╭─ Records for the task

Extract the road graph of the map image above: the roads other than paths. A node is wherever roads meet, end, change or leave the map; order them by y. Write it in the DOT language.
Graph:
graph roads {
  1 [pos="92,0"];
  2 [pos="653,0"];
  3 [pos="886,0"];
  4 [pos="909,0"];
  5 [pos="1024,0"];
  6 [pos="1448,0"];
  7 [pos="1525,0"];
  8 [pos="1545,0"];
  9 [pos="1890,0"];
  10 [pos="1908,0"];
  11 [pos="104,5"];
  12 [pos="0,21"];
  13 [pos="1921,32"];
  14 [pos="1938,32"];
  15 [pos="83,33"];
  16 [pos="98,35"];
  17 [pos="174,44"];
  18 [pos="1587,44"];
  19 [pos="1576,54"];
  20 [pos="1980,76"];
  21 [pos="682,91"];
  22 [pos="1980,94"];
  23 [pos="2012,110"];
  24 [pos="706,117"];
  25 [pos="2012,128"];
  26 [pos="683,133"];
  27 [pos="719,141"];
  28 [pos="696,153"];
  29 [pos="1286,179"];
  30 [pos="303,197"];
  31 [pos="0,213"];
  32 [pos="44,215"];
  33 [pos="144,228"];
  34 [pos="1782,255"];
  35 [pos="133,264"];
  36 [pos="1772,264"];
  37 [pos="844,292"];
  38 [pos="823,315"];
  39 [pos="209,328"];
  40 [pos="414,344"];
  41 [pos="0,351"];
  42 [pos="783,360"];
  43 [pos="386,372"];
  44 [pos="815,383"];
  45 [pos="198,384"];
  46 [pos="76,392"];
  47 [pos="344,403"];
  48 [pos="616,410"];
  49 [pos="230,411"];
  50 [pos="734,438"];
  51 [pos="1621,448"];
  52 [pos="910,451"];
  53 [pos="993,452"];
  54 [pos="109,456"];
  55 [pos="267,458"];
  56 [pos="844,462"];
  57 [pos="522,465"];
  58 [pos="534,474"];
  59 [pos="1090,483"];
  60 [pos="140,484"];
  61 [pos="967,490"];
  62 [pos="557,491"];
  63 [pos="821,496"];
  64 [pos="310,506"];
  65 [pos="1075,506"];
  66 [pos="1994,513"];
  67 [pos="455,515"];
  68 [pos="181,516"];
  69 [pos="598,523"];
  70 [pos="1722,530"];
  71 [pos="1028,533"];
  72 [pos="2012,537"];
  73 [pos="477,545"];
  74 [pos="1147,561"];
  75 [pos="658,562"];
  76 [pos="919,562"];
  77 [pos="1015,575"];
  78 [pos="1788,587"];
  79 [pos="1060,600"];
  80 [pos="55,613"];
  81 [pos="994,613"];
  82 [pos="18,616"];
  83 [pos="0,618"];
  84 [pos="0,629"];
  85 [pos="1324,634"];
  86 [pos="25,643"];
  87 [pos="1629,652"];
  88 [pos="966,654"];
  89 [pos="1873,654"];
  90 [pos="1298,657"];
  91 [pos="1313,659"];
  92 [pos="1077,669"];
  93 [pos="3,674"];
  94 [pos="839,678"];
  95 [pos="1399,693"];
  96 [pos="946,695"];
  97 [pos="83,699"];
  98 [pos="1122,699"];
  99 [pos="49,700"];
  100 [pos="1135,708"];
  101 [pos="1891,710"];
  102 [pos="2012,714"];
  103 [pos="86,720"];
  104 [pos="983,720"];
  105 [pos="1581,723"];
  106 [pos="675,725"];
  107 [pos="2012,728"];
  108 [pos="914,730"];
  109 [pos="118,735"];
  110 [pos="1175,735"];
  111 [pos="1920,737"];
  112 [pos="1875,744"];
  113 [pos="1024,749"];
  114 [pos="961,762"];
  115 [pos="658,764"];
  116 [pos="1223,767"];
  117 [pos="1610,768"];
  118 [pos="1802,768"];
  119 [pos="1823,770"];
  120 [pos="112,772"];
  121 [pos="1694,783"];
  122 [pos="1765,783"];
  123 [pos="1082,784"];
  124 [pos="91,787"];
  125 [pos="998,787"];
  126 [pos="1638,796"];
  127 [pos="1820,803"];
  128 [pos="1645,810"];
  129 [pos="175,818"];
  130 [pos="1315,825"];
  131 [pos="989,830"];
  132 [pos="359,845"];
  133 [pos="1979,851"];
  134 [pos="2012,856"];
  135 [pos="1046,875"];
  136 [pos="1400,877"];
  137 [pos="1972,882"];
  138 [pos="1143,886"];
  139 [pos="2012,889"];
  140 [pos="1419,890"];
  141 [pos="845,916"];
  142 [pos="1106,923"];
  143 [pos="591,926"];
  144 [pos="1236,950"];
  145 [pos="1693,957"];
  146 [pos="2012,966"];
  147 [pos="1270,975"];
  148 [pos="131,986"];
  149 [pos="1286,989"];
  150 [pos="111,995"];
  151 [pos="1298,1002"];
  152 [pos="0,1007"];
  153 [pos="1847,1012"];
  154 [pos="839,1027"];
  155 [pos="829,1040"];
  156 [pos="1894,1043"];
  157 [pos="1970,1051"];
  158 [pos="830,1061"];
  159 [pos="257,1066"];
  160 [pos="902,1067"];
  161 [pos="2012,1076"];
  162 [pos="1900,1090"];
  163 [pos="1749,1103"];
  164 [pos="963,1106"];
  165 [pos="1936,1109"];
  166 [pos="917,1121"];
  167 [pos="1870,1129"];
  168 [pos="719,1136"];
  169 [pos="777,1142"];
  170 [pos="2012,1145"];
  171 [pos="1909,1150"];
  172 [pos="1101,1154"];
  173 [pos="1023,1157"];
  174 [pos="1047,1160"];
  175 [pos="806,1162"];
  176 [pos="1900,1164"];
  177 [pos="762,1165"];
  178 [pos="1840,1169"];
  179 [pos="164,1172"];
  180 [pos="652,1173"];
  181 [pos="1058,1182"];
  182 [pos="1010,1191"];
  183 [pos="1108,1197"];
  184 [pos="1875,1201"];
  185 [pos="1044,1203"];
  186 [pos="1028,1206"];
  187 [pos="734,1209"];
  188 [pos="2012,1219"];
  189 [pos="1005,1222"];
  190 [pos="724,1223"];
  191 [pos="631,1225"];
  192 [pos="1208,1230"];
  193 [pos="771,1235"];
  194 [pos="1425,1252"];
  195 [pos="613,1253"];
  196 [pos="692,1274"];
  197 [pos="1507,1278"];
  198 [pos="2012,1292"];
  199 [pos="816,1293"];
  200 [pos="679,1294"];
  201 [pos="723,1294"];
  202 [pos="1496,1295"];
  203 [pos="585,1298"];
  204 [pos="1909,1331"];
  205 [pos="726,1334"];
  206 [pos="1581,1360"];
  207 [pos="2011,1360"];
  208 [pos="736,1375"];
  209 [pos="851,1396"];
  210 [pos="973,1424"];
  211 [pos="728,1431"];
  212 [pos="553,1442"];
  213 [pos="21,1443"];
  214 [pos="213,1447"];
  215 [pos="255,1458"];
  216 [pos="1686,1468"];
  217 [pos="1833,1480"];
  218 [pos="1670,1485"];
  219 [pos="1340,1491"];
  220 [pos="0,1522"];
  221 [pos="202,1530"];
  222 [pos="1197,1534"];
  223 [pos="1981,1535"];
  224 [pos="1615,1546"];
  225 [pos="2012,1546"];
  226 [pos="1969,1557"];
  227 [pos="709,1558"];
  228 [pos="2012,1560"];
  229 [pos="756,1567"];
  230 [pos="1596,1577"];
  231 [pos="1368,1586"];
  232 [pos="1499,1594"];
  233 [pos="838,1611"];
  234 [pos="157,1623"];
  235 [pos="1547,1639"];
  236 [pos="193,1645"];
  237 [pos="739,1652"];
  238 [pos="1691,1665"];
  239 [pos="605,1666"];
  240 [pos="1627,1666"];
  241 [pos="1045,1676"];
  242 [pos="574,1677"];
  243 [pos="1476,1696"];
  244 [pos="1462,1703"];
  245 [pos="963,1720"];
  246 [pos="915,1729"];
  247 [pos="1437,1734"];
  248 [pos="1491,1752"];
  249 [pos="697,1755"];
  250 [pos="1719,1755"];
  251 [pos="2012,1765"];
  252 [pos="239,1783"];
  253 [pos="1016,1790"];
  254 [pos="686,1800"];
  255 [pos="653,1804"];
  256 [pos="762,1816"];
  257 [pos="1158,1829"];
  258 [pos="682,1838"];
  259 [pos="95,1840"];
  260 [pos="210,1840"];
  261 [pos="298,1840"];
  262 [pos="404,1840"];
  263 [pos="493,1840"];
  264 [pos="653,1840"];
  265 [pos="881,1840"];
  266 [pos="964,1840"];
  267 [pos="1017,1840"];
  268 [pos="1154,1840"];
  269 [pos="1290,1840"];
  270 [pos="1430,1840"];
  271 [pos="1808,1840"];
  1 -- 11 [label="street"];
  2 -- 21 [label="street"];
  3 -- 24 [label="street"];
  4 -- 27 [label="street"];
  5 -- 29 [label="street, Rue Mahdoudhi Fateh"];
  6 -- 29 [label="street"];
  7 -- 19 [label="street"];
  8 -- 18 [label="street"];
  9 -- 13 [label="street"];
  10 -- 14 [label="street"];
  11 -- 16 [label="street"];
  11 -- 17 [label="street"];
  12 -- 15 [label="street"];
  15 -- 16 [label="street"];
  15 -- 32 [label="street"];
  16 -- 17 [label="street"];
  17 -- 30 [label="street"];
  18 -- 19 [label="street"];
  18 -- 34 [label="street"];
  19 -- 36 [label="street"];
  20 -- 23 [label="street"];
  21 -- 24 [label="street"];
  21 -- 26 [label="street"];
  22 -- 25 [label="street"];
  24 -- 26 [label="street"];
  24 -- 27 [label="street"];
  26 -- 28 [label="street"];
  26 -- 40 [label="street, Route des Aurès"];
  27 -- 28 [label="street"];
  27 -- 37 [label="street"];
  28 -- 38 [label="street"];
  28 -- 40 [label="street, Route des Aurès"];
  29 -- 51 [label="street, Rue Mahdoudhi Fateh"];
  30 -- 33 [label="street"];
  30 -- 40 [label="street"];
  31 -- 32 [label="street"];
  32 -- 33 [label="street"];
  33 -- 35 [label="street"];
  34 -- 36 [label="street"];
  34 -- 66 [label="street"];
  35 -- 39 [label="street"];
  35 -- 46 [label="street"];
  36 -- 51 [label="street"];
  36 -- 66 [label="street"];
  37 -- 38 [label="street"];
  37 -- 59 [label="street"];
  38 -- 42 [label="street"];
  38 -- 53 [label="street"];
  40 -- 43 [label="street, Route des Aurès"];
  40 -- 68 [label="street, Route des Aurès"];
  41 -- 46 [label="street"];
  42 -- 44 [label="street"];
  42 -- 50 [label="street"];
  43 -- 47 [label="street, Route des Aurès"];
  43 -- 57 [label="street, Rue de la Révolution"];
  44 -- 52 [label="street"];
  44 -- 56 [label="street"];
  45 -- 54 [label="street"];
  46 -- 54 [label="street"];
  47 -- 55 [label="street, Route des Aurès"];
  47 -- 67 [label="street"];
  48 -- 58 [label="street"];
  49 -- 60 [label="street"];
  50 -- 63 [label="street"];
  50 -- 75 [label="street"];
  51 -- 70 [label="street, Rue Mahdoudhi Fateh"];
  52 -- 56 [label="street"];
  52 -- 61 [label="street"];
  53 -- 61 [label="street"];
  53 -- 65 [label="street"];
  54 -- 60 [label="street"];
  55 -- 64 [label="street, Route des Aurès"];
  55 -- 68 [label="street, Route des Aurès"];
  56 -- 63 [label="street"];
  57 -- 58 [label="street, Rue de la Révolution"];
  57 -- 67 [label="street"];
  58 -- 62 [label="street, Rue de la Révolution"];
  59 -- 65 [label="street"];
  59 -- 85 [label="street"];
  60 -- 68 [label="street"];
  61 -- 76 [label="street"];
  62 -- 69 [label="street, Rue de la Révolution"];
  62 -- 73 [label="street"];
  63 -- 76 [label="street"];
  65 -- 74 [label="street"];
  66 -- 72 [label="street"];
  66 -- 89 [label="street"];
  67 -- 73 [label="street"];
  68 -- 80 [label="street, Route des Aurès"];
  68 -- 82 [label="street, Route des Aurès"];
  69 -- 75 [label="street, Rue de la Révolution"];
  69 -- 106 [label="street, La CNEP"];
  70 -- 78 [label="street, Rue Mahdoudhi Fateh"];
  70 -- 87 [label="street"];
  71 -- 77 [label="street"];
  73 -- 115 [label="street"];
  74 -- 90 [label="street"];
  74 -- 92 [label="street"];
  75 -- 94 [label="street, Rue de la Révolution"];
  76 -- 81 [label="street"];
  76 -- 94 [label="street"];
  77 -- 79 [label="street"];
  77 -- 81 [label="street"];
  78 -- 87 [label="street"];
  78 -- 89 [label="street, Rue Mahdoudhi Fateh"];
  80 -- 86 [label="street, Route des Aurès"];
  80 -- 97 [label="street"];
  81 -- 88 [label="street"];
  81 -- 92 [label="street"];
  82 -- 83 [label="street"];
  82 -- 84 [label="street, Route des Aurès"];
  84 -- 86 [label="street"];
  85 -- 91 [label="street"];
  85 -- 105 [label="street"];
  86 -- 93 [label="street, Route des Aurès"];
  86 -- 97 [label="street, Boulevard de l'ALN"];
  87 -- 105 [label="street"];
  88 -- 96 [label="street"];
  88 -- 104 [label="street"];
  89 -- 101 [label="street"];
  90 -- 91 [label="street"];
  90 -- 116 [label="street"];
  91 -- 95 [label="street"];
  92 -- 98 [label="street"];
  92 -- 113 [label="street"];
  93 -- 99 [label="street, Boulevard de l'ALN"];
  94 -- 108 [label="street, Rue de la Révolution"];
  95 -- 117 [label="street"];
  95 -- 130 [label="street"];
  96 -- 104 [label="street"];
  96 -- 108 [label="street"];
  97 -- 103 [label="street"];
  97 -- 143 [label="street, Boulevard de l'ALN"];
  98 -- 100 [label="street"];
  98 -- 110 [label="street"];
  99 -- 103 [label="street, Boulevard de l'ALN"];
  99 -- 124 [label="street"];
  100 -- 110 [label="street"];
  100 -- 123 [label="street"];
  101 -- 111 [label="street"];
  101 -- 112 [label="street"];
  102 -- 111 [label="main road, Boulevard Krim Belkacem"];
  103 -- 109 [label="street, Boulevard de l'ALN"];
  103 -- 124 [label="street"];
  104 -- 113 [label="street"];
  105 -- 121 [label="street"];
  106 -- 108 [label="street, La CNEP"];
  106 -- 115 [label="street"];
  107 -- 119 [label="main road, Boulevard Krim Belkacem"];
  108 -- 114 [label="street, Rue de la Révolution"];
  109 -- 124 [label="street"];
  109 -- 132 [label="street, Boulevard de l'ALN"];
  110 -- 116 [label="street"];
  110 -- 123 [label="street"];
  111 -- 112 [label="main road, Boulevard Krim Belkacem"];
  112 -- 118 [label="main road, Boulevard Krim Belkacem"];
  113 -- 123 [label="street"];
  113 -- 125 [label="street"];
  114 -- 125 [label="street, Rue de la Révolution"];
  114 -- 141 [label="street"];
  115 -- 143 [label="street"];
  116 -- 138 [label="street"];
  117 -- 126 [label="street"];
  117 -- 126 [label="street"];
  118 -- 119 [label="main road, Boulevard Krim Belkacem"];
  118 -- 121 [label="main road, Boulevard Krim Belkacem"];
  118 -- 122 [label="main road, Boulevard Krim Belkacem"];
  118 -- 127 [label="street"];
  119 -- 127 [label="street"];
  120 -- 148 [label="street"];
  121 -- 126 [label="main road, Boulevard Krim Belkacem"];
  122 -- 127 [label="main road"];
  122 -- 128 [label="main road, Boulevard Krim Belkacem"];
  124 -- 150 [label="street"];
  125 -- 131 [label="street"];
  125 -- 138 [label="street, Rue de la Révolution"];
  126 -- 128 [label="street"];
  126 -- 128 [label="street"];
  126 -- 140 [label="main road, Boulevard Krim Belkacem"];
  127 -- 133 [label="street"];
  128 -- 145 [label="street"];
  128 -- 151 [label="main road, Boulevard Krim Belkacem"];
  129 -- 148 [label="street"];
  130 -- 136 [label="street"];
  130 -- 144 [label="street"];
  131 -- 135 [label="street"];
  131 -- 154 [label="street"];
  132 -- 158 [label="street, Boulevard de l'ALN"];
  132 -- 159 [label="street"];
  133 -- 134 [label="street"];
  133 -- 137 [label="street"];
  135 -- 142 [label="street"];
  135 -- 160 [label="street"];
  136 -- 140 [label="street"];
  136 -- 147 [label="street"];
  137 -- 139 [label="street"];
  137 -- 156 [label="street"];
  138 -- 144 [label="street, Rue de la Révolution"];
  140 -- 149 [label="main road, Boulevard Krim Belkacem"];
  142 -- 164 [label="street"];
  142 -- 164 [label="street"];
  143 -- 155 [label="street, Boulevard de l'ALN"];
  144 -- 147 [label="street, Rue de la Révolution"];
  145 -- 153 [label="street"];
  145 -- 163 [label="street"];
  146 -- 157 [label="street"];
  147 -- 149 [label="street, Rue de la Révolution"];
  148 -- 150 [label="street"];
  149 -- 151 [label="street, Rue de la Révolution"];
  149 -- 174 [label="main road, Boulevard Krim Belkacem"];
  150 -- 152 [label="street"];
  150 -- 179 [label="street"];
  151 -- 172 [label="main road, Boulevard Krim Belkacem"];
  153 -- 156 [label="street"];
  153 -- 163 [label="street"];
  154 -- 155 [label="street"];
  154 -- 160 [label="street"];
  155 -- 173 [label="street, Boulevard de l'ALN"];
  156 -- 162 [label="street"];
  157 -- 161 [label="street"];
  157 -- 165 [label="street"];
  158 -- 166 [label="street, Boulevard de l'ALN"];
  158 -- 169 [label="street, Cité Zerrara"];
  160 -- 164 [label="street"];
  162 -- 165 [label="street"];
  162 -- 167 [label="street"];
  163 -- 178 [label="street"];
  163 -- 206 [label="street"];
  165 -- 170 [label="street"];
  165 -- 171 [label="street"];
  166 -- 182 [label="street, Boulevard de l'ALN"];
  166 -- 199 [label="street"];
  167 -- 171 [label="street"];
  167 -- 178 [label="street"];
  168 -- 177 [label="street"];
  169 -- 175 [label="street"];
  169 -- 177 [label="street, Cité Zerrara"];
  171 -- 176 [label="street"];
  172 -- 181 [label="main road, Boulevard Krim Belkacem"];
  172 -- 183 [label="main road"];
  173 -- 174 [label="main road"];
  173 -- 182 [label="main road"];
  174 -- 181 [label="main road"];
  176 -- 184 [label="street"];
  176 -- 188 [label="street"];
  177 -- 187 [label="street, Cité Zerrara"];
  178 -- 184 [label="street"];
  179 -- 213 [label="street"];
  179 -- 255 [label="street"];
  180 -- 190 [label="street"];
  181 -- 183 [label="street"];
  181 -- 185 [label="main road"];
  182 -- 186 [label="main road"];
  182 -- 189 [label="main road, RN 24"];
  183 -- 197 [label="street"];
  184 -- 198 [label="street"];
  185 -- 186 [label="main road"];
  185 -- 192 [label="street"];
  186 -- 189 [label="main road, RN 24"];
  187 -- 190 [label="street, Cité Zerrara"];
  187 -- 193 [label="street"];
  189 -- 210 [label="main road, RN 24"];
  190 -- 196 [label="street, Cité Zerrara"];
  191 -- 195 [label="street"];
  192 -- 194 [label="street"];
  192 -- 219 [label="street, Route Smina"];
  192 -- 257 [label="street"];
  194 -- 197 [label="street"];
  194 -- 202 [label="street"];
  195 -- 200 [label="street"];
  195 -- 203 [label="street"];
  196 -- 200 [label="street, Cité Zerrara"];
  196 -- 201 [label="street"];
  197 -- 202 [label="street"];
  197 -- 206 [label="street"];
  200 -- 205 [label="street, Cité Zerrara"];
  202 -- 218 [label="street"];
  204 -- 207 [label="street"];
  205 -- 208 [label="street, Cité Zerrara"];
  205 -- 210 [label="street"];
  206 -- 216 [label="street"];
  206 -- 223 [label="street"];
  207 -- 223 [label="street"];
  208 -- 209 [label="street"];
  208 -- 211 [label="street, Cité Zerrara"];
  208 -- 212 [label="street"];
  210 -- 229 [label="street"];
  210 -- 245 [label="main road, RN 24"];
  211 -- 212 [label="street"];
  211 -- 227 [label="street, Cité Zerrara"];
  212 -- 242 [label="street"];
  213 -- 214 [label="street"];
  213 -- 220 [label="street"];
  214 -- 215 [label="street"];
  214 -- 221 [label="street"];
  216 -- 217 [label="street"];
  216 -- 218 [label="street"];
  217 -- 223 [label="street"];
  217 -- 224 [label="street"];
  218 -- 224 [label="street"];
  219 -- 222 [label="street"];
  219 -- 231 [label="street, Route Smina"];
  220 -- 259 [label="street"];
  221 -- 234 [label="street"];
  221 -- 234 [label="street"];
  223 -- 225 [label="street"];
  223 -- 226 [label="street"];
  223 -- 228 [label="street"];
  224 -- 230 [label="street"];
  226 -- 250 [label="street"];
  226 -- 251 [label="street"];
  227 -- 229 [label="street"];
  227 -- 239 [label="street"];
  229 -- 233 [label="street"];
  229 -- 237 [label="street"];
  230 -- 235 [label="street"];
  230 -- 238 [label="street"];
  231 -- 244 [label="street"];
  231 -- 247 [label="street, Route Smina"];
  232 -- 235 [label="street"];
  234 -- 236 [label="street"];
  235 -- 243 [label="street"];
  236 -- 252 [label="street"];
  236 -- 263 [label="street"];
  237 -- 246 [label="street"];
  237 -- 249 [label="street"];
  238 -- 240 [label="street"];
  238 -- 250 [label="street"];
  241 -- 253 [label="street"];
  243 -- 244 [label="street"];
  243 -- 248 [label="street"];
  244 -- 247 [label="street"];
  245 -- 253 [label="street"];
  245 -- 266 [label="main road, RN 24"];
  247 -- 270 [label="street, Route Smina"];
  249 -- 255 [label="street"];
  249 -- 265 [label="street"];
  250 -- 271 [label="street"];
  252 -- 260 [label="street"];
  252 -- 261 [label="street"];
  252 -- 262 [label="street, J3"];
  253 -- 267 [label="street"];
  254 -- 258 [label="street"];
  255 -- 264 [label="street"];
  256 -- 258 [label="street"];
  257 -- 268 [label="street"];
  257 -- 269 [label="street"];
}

╰─

*What is expected*:
Reproduce every line from the preceding data in which the word "Smina" can be found.

*The completed task*:
  192 -- 219 [label="street, Route Smina"];
  219 -- 231 [label="street, Route Smina"];
  231 -- 247 [label="street, Route Smina"];
  247 -- 270 [label="street, Route Smina"];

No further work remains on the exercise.